It reveals cost or price information, production capacities, budget levels, or commercial strategies of Westinghouse, its customers or suppliers.

(e)

It reveals aspects of past, present, or future Westinghouse or customer funded development plans and programs of potential commercial value to Westinghouse.

(f)

It contains patentable ideas, for which patent protection may be desirable.

There are sound policy reasons behind the Westinghouse system which include the following:

(a)

The use of such information by Westinghouse gives Westinghouse a competitive advantage over its competitors. It is, therefore, withheld from disclosure to protect the Westinghouse competitive position.

(b)

It is information that is marketable in many ways. The extent to which such information is available to competitors diminishes the Westinghouse ability to sell products and services involving the use of the information.

(c)

Use by our competitor would put Westinghouse at a competitive disadvantage by reducing his expenditure of resources at our expense.

(d)

Each component of proprietary information pertinent to a particular competitive advantage is potentially as valuable as the total competitive advantage. If competitors acquire components of proprietary information, any one component may be the key to the entire puzzle, thereby depriving Westinghouse of a competitive advantage.

4 CAW-05-1 998 (e)

Unrestricted disclosure would jeopardize the position of prominence of.

Westinghouse in the world market, and thereby give a market advantage to the competition of those countries.

(f)

The Westinghouse capacity to invest corporate assets in research and development depends upon the success in obtaining and maintaining a competitive advantage.

(iii)

The information is being transmitted to the Commission in confidence and, under the provisions of 10 CFR Section 2.390, it is to be received in confidence by the Commission.

(iv)

The information sought to be protected is not available in public sources or available information has not been previously employed in the same original manner or method to the best of our knowledge and belief.

(v)

The proprietary information sought to be withheld in this submittal is that which is appropriately marked in LTR-SCS-05-44-P Attachment, "Response to NRC Request for Additional Information on WCAP-16265-P, Rev. 0, 'Callaway Replacement Steam Generator NSSS Licensing Report'," dated May 23, 2005 (Proprietary), being transmitted by AmerenUE Company letter and Application for Withholding Proprietary Information from Public Disclosure, to the Document Control Desk. The proprietary information as submitted for use by AmerenUE for the Callaway Nuclear Plant is expected to be applicable for other licensee submittals in response to certain NRC requirements for protection system setpoint methodology and allowable value calculations.

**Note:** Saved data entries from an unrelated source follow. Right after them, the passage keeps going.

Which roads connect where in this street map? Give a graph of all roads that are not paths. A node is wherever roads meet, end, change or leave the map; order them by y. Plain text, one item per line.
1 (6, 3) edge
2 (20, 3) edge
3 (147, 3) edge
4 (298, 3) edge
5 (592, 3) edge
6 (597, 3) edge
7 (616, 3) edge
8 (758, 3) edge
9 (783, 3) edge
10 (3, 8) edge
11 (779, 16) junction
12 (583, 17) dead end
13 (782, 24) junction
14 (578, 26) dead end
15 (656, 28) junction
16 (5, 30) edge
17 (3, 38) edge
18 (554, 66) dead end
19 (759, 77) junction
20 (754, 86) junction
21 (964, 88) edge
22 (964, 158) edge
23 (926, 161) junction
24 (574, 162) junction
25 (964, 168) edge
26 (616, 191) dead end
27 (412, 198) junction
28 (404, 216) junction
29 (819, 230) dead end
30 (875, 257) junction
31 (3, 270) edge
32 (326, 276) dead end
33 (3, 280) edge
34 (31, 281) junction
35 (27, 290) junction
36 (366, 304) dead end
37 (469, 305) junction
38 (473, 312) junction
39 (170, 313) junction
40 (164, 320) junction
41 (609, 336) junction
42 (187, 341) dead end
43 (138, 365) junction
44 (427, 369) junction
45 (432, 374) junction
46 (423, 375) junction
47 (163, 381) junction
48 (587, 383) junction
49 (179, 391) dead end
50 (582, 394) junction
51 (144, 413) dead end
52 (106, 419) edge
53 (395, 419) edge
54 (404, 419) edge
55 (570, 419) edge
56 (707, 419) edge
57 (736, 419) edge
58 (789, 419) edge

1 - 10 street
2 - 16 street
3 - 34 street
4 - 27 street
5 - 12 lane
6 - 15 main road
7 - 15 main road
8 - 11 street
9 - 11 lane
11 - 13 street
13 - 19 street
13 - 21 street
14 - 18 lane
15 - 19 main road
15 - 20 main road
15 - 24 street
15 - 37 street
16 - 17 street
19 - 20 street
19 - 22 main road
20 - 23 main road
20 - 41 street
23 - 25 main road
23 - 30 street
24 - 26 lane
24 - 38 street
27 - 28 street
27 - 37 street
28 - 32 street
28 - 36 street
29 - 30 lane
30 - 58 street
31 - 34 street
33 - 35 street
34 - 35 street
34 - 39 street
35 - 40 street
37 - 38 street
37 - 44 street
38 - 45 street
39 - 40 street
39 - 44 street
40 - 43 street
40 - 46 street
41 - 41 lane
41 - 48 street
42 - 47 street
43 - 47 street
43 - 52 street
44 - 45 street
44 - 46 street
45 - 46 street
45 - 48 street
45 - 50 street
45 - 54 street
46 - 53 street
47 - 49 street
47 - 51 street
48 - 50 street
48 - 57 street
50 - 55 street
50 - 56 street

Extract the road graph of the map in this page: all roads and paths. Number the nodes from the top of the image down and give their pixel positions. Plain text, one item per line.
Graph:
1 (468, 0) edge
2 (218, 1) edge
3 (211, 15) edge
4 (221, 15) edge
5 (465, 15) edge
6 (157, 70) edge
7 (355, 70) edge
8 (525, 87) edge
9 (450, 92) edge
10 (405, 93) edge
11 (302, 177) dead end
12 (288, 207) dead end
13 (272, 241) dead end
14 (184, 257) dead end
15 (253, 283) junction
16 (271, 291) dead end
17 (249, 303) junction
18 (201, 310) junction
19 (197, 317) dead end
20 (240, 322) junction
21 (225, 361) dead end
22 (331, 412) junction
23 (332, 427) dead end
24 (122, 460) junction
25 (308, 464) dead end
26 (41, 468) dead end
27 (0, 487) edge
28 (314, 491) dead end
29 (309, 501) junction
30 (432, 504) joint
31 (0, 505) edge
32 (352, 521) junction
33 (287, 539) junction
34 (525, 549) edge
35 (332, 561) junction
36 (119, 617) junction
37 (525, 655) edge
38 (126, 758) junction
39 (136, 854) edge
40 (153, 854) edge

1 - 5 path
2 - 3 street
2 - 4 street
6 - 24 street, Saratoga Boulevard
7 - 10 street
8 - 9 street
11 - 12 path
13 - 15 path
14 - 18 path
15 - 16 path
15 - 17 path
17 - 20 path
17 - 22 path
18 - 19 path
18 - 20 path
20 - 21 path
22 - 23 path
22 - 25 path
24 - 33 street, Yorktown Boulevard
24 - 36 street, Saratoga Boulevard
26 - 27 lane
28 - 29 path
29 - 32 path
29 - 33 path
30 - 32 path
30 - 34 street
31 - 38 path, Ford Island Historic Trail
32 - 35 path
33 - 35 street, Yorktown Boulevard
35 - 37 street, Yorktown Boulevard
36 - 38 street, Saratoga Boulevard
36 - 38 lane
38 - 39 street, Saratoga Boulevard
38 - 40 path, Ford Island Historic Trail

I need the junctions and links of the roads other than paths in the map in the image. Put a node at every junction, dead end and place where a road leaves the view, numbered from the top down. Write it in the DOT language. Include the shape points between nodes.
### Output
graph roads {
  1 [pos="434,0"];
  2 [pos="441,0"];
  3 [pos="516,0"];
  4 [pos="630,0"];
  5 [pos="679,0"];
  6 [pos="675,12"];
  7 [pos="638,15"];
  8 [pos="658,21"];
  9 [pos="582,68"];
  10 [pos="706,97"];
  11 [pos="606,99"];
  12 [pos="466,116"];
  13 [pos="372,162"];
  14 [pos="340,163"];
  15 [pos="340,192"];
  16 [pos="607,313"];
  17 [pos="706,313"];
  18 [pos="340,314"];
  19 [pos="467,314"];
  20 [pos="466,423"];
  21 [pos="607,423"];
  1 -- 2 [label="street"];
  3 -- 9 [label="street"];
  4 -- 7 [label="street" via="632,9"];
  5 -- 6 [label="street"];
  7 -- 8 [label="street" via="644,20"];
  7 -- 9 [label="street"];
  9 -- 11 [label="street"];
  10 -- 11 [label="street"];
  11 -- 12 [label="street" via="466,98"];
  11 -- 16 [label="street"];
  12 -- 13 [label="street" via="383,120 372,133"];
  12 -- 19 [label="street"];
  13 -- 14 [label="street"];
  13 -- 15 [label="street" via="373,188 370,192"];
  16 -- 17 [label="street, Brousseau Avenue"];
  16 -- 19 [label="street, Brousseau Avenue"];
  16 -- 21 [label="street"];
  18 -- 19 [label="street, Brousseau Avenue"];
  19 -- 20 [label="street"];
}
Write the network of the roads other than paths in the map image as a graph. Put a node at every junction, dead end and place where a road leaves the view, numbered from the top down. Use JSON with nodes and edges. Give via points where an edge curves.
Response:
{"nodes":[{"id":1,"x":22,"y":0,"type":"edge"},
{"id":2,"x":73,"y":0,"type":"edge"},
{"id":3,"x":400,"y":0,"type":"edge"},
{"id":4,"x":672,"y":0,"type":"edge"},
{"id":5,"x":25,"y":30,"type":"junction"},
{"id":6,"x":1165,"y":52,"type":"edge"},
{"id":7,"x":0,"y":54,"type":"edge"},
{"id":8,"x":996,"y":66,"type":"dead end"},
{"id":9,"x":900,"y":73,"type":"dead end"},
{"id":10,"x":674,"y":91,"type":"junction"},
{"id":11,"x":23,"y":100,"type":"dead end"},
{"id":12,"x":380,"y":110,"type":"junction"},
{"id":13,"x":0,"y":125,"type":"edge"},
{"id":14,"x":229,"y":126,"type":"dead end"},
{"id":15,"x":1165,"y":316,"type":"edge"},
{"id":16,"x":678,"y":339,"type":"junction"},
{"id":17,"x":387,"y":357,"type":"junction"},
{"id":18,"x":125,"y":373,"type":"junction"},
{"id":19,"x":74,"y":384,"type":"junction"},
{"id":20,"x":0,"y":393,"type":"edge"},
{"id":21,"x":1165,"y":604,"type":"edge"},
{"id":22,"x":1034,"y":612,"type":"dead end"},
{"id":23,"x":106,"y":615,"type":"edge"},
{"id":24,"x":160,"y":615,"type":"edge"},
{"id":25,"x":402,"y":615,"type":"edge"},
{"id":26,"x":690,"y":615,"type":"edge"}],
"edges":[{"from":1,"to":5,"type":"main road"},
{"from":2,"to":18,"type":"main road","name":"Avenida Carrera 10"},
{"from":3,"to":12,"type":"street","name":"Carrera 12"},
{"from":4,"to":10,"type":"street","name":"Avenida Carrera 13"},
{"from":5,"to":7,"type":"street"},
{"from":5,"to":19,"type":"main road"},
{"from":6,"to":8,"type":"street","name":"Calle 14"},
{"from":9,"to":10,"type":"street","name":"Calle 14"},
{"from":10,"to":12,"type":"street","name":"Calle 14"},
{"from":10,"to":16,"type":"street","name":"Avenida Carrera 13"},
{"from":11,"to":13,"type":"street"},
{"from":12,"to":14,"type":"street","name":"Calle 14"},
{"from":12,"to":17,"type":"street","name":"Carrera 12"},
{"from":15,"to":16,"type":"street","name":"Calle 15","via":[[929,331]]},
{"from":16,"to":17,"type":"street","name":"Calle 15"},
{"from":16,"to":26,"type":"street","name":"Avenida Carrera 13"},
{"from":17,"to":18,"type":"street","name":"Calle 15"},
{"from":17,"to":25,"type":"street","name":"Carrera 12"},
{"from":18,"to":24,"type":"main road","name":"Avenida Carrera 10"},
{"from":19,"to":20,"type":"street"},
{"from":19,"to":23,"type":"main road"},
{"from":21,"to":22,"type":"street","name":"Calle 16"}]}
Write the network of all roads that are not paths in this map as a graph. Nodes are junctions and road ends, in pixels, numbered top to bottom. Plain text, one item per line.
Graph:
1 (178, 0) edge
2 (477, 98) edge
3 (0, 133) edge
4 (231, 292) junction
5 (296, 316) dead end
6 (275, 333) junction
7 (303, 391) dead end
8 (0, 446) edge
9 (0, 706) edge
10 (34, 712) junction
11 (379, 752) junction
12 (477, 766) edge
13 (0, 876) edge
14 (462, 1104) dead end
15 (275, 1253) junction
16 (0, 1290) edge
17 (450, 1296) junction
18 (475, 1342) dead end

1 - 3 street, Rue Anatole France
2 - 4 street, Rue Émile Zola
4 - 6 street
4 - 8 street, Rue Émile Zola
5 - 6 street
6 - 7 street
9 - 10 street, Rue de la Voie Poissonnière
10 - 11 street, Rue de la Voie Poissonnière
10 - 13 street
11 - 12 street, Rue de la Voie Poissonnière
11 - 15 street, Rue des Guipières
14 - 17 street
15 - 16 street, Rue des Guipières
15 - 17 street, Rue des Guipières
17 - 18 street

This information is part of that which will enable Westinghouse to:

(a) Provide documentation of the methods for determining acceptable setpoints and allowable values.

(b) Provide the specific analysis or evaluation results related to calculation of the setpoints and allowable values.

(c) Assist the customer to obtain NRC approval.

5 CAW-05-1 998 Further this information has substantial commercial value as follows:

(a)

Westinghouse plans to sell the use of similar information to its customers for purposes of meeting NRC requirements for licensing documentation.

(b)

Westinghouse can sell support and defense of the technology to its customers in the licensing process.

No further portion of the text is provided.